In a planet remarkably identical to ours in a time not all that long ago, the mid-priced channel of retailing was the single most exciting, vibrant class of stores in the business.

It was where the fastest growing operations in the industry were, where the latest, greatest merchandising ideas were coming from and where shoppers were gravitating to from both ends of the retailing spectrum.

Then came the Big Bang. In a matter of retail nano-seconds, the entire channel of distribution seemingly imploded. Never before in retailing history has virtually every player in a single space been so thoroughly discombobulated at the same time.

Think about it: JC Penney, Kohl’s, Sears and Target. These are the major retailers in the mid market tier and each has had its struggles over the past 18 to 36 months … some for far longer.

A moribund economy, financial pressures on middle-income households and shifting demographics that are increasingly pulling the country to its two extremes haven’t helped, but ultimately most of the problems are due to some incredibly bad management decisions.

We all know the Penney saga. An attempt to do a dramatic — indeed radical — mid-course correction was a colossal failure and the subsequent reboot under Mike Ullman is plodding along. One of the main reasons it is showing improvement is that the bar was set so low.

Kohl’s should have boomed as Penney busted, being its most direct competitor, but instead its lackluster performance has been even more astounding. Self-inflicted merchandising decisions have been at the root of the problem, but perhaps too the several-decade expansion path it was on covered up a multitude of sins.

The situation at Sears has also been well documented. The retailer that once touted its “Store of the Future” has become an embarrassing store of the past as it increasingly becomes irrelevant to its customer base. The ongoing strategy by ownership to drain cash out of the company has placed merchandising not just on the back burner, but not even in the kitchen.

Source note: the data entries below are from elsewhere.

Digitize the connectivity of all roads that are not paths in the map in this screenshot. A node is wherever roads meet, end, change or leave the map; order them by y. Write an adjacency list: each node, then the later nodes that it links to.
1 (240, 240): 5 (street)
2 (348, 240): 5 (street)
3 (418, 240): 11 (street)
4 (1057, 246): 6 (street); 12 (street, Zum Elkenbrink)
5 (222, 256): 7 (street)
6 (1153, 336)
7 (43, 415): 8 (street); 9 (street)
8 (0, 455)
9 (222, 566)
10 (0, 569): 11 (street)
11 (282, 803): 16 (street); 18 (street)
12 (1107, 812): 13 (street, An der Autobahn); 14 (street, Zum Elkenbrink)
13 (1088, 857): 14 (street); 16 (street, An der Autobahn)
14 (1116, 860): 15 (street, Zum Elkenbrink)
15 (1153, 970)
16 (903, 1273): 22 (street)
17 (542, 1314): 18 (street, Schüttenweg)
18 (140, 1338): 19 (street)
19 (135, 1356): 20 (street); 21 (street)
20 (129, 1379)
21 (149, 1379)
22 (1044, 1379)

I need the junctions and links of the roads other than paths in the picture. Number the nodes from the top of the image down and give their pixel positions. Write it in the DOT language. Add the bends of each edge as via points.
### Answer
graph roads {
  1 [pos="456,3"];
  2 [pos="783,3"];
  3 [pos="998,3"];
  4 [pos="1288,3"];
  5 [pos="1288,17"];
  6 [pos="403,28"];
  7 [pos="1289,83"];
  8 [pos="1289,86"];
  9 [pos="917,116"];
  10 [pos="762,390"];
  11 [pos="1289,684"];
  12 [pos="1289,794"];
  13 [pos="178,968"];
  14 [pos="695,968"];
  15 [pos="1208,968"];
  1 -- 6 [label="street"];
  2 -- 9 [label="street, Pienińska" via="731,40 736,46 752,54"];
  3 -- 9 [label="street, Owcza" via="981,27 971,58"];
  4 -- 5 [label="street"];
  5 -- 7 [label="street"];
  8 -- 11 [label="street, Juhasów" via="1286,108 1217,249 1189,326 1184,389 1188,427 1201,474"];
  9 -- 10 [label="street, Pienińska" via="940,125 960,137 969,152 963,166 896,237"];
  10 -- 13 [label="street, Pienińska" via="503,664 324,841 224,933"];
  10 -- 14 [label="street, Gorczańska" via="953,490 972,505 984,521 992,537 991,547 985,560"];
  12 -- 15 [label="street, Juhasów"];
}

And then there’s Target. It wasn’t all that long ago that the store was the envy of every retailer in the business. Now it’s mired in a multi-faceted morass of its own making with an empty seat at the top, a barren pipeline of interesting new merchandise and, oh, by the way, a firewall with more holes than Albert Hall.

So, where has that business gone? Just as when Linens’n Things went out, a good chunk of those retail sales have simply disappeared. Without those compelling stores, shoppers have chosen to say, “No thanks.”

Some players on the fringe of the middle have prospered. Macy’s certainly is one of them, though you have to credit some of its recent successes to its own making. The TJX group of stores has also picked up share. And then there’s the Internet. Flash sales, Amazon, Overstock: they’ve all gained business.

But it seems inconceivable that not a one of the core stores in the mid-priced tier have been able to take advantage of this situation.

It’s almost as if it’s science fiction.